[Dataset entries]

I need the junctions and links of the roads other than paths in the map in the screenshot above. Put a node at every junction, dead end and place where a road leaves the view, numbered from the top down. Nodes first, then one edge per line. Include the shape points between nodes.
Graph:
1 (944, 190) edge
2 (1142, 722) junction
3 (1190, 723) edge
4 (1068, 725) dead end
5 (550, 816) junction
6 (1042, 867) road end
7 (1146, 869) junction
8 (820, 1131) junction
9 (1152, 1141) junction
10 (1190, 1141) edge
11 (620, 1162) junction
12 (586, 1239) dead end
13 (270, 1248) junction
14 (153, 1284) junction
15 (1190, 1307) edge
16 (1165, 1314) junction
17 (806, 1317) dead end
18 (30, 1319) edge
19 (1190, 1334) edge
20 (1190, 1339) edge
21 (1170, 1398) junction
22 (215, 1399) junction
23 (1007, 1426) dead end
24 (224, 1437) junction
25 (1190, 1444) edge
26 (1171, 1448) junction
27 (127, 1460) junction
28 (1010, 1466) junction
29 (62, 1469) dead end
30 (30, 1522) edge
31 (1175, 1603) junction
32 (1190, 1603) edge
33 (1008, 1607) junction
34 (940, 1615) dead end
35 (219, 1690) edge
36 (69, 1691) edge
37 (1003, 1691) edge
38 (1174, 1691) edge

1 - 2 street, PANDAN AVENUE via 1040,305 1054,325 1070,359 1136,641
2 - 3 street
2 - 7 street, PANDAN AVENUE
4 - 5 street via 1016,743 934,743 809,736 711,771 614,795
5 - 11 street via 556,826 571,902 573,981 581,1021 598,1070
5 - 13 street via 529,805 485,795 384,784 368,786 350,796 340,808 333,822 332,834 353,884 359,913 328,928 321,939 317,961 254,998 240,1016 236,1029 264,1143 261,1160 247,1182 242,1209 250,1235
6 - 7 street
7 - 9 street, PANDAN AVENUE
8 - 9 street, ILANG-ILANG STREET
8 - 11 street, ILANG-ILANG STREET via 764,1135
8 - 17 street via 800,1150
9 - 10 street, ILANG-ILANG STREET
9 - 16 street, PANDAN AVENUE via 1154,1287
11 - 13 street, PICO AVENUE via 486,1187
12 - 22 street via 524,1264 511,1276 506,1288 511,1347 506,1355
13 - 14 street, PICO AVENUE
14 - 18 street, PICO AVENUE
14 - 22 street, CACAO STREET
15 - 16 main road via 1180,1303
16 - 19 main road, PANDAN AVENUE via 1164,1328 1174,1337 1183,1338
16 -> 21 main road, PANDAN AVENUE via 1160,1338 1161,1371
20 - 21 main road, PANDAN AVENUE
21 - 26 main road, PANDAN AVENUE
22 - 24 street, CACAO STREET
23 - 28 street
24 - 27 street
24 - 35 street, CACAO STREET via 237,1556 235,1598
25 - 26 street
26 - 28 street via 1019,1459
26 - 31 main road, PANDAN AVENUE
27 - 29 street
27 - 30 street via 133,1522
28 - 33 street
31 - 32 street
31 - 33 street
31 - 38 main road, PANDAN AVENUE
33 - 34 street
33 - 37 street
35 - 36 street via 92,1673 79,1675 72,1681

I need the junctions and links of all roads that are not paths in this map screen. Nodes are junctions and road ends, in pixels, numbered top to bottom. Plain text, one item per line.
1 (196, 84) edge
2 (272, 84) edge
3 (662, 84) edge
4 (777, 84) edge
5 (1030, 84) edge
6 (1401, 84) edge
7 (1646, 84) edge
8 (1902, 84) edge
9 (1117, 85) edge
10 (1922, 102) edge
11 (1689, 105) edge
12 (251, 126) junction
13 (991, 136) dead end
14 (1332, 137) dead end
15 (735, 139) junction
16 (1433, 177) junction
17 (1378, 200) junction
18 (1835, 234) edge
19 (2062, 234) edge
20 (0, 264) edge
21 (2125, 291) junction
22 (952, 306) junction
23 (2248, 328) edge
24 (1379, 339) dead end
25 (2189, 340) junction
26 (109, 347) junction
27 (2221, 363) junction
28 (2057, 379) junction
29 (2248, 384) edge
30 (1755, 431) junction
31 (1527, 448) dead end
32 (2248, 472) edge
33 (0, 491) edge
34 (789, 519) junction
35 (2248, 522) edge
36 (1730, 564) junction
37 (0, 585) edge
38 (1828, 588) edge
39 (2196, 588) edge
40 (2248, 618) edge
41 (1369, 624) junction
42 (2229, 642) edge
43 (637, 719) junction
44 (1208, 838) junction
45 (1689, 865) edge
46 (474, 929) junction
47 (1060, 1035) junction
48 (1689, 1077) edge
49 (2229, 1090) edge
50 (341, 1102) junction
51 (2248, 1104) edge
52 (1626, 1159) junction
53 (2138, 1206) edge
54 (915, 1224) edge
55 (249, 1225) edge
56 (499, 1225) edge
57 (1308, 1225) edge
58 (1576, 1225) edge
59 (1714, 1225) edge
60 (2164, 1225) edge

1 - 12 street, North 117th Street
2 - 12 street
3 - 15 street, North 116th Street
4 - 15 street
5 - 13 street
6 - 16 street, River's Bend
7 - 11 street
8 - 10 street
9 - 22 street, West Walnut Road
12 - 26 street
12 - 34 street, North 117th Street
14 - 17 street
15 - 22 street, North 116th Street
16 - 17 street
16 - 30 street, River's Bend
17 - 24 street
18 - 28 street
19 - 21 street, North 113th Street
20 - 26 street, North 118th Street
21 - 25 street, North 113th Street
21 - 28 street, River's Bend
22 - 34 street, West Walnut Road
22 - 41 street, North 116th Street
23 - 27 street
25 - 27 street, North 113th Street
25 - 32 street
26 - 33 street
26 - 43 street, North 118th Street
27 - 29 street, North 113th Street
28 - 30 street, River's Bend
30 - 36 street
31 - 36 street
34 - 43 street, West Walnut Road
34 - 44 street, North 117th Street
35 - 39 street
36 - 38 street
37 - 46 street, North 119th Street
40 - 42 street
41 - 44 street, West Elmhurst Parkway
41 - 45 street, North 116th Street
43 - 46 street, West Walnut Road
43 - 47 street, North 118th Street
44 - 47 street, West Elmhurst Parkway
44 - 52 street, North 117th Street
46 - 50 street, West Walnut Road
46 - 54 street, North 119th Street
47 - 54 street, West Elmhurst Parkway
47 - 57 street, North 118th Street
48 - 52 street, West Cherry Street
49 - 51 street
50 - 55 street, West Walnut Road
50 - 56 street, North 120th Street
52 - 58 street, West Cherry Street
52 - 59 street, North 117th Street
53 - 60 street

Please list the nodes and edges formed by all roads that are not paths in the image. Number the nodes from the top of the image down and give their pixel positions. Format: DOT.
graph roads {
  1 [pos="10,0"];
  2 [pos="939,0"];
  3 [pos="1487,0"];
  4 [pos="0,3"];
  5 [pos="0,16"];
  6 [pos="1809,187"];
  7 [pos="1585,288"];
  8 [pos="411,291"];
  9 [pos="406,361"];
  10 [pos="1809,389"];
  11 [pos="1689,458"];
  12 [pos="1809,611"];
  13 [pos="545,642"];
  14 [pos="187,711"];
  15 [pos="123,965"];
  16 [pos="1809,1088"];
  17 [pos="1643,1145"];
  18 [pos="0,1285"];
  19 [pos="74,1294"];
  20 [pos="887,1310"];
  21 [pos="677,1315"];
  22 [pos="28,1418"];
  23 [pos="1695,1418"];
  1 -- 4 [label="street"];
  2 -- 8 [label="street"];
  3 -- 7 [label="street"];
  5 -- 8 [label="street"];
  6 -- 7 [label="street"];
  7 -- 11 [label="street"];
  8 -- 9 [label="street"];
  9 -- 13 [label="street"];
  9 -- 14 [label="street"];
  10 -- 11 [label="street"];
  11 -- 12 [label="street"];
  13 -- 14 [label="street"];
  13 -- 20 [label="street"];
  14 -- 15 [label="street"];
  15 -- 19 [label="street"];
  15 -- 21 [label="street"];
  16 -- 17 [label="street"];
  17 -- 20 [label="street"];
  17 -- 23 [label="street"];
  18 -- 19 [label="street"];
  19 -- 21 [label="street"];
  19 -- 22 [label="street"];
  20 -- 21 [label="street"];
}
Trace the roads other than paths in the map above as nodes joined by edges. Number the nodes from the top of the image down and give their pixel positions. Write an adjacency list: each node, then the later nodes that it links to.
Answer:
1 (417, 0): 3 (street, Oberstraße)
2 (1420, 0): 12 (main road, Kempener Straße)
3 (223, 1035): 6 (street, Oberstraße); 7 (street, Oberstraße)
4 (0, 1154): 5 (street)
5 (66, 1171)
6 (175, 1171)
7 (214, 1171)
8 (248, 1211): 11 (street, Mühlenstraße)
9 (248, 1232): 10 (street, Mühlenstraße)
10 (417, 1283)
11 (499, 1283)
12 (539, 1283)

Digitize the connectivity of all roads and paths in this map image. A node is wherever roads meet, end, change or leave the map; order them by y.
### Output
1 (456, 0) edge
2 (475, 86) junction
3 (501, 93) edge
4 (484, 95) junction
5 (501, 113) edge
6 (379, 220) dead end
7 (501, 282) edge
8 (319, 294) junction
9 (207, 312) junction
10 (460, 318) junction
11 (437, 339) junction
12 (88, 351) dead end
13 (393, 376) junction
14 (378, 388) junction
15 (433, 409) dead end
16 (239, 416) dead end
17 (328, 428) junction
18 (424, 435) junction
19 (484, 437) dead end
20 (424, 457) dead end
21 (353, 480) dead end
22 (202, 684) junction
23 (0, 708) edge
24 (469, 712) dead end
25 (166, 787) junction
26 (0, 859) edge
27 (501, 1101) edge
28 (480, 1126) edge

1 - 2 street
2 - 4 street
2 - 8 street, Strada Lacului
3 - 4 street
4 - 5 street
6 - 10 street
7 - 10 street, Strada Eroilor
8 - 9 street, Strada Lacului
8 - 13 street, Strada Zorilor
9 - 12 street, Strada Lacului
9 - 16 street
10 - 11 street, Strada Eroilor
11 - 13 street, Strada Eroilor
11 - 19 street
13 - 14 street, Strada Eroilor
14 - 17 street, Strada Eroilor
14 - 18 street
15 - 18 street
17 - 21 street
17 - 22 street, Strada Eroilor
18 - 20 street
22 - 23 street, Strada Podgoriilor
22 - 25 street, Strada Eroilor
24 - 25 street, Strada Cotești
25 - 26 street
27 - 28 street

■ Work instruction
Spot the lines above that mention "Lacului" and copy them.

■ Solution for this problem
2 - 8 street, Strada Lacului
8 - 9 street, Strada Lacului
9 - 12 street, Strada Lacului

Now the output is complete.